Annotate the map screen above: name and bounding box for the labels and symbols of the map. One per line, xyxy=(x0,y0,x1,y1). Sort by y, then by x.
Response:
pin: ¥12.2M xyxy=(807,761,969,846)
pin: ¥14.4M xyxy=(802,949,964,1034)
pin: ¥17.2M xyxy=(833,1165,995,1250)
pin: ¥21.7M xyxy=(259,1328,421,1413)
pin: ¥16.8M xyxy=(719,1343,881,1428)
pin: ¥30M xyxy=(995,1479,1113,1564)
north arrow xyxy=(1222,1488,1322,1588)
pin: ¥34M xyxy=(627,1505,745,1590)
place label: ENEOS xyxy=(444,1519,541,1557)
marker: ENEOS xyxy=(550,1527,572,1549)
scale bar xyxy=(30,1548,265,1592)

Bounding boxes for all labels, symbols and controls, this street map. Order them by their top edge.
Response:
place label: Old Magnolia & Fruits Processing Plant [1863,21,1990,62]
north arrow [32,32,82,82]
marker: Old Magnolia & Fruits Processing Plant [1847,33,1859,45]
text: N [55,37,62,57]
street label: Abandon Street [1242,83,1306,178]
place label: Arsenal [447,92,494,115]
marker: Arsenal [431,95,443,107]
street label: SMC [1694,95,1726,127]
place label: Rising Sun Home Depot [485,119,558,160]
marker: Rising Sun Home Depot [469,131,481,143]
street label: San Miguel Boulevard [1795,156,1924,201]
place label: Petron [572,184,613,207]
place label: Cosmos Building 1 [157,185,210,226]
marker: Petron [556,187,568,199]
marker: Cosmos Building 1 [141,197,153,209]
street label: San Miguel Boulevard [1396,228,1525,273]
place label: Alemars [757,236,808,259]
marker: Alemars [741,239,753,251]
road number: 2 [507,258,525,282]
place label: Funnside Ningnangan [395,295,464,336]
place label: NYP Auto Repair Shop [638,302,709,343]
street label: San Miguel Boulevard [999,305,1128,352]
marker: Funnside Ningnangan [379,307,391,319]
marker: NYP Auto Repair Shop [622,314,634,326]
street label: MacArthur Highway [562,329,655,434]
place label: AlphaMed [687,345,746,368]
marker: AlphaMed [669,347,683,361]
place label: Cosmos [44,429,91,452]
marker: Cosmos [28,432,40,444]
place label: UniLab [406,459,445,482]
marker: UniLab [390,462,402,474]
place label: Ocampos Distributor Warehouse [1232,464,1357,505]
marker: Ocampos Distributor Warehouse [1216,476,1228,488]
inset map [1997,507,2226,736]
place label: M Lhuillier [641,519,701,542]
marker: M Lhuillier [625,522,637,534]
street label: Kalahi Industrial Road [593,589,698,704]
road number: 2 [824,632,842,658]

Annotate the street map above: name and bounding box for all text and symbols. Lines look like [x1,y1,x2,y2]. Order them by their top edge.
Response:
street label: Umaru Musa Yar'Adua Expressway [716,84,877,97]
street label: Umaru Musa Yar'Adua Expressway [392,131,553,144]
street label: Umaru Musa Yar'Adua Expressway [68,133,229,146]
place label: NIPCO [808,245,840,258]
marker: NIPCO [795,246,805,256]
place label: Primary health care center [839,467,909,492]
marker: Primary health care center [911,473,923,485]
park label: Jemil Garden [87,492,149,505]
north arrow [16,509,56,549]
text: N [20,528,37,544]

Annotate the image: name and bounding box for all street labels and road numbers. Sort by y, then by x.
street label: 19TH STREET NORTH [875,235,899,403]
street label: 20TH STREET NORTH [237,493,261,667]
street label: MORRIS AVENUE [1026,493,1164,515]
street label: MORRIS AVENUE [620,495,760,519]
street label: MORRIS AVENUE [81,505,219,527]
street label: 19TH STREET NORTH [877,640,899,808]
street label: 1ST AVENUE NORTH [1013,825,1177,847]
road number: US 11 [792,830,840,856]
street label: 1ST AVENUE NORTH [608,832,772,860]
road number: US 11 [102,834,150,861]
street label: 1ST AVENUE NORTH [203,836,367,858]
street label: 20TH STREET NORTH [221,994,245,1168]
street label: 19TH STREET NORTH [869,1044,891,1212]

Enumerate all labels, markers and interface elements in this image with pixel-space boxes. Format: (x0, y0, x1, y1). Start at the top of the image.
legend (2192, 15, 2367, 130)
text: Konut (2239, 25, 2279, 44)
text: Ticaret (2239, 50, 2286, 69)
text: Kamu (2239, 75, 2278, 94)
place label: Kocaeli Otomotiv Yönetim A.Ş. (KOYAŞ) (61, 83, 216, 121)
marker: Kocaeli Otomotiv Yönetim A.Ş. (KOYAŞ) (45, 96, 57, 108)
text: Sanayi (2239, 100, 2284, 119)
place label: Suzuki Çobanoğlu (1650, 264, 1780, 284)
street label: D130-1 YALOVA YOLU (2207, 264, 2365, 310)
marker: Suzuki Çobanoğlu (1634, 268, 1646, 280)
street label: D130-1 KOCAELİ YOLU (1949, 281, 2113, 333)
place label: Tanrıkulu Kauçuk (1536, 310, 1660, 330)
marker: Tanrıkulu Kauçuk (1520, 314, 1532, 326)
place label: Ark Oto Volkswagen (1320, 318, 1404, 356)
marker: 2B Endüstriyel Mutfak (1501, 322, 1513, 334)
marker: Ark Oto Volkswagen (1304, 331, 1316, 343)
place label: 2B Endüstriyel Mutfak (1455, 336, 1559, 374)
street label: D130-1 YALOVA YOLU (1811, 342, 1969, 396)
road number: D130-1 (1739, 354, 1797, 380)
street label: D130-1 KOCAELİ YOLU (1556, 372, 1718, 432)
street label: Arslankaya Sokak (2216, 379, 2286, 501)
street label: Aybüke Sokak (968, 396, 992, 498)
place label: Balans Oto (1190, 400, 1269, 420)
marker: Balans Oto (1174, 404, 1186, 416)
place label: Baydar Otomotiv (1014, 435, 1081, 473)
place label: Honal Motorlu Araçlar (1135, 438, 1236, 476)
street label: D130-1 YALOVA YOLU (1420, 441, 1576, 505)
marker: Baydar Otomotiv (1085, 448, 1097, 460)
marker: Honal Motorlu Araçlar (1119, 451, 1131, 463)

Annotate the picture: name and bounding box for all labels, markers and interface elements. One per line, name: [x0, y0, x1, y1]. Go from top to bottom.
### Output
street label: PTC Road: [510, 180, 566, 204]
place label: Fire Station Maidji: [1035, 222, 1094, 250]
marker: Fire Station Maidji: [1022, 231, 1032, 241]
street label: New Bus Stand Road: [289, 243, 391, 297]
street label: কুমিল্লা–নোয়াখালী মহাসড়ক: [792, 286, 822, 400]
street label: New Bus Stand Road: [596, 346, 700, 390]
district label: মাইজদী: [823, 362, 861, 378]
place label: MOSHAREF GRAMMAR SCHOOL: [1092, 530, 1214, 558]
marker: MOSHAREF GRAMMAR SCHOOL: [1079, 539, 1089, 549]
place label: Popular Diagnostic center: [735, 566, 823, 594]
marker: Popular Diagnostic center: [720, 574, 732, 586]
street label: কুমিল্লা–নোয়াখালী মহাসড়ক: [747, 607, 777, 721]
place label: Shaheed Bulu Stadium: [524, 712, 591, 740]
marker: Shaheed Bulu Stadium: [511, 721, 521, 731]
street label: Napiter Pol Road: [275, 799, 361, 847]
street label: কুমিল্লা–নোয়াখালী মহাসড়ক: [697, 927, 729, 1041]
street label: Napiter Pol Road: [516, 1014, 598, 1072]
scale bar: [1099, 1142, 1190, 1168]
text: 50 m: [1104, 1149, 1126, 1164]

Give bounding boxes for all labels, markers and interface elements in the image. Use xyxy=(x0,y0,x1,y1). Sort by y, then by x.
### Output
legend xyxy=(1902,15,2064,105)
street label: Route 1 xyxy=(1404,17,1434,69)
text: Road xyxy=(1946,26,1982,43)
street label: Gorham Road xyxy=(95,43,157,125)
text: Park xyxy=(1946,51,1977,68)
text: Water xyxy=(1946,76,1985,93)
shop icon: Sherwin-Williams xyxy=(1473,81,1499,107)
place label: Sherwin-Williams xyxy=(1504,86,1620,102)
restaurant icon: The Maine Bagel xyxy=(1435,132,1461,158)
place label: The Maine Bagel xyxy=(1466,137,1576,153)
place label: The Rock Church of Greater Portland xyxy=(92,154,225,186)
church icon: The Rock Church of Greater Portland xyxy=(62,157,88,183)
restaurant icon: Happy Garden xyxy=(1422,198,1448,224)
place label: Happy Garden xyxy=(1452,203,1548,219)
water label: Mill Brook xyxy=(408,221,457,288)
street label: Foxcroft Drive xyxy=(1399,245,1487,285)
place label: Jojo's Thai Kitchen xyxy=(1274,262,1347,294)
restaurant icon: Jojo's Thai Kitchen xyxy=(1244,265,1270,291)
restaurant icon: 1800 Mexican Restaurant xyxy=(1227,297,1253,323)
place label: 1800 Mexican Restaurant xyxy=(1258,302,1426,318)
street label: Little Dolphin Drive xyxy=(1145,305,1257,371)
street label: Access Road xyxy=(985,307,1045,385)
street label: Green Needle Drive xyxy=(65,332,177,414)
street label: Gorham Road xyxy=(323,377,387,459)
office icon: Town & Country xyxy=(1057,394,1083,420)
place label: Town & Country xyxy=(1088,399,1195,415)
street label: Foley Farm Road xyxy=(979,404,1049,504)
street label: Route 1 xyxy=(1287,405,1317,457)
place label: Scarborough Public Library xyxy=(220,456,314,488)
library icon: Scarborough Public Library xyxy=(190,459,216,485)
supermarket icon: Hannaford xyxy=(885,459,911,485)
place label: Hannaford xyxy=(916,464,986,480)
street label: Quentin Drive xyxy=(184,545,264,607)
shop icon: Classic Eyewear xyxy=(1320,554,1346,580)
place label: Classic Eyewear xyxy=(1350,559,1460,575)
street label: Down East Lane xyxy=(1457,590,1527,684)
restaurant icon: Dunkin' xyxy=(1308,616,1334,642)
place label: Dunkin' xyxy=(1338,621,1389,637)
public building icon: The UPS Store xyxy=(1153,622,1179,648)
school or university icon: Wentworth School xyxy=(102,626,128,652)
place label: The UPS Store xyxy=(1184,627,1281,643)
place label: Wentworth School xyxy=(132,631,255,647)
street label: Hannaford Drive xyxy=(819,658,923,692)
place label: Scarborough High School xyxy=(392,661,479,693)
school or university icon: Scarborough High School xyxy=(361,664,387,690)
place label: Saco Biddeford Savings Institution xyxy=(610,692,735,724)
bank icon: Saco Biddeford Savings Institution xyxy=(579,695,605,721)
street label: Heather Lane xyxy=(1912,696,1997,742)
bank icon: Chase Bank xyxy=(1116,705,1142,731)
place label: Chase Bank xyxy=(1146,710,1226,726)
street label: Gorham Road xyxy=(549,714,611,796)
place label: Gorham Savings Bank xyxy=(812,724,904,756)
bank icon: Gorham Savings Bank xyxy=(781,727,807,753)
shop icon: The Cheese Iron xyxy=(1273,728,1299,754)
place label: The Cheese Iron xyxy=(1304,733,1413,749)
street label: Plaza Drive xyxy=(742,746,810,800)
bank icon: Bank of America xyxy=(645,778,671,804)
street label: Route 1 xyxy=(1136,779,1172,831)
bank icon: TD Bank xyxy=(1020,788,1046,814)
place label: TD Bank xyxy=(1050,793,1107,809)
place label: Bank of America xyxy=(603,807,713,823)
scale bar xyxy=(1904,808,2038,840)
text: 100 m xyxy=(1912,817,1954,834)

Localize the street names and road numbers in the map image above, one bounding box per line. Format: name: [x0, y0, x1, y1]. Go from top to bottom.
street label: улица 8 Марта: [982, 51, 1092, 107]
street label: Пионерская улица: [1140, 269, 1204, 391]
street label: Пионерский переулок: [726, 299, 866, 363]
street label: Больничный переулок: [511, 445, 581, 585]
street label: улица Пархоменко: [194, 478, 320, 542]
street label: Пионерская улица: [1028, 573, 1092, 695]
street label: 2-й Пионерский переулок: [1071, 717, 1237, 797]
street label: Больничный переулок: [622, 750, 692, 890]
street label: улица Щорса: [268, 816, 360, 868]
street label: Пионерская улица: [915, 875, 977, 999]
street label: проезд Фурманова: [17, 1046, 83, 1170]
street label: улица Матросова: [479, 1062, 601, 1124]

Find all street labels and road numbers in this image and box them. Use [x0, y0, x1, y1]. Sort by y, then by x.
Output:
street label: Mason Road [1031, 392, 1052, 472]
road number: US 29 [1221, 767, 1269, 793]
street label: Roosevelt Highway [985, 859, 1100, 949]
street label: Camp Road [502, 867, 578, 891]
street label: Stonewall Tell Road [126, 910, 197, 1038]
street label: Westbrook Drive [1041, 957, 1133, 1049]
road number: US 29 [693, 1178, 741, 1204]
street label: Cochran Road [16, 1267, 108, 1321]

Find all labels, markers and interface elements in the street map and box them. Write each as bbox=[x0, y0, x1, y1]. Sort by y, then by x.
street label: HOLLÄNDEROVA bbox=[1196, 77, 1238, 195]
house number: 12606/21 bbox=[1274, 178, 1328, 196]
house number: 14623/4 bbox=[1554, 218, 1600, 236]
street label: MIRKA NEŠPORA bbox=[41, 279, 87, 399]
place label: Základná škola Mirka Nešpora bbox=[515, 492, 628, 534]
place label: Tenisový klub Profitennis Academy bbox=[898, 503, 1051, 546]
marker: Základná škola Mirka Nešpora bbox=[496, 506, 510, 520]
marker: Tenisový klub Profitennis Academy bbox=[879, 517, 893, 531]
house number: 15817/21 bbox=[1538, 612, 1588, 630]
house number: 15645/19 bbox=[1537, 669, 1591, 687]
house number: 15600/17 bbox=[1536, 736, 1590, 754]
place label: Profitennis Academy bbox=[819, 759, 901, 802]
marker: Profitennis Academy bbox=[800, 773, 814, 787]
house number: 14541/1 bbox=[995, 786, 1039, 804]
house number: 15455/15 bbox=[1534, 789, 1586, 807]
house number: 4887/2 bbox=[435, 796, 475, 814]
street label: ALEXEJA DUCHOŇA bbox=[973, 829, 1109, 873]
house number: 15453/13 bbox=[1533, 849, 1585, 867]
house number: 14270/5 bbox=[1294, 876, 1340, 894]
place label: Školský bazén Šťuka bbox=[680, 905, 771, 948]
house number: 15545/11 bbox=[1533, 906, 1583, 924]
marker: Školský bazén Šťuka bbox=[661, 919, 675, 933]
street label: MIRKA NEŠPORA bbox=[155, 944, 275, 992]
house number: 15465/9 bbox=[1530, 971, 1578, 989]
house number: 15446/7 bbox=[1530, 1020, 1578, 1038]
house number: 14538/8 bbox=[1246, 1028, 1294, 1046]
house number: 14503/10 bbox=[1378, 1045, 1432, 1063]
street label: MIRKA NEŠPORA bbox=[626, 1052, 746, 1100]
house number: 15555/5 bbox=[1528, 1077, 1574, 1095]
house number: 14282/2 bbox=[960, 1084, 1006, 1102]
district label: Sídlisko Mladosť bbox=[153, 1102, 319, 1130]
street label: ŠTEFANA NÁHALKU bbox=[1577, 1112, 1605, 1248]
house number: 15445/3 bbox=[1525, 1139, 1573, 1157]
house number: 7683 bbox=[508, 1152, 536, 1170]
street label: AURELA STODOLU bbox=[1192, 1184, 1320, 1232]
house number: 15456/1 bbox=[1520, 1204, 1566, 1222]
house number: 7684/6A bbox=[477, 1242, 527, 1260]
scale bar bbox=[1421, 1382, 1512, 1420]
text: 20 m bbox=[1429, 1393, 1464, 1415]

● ● ●

EXERCISE GOAL ▸
For each line above that includes the word "Chase", make a copy of that line.

TASK ANSWER ▸
bank icon: Chase Bank xyxy=(1116,705,1142,731)
place label: Chase Bank xyxy=(1146,710,1226,726)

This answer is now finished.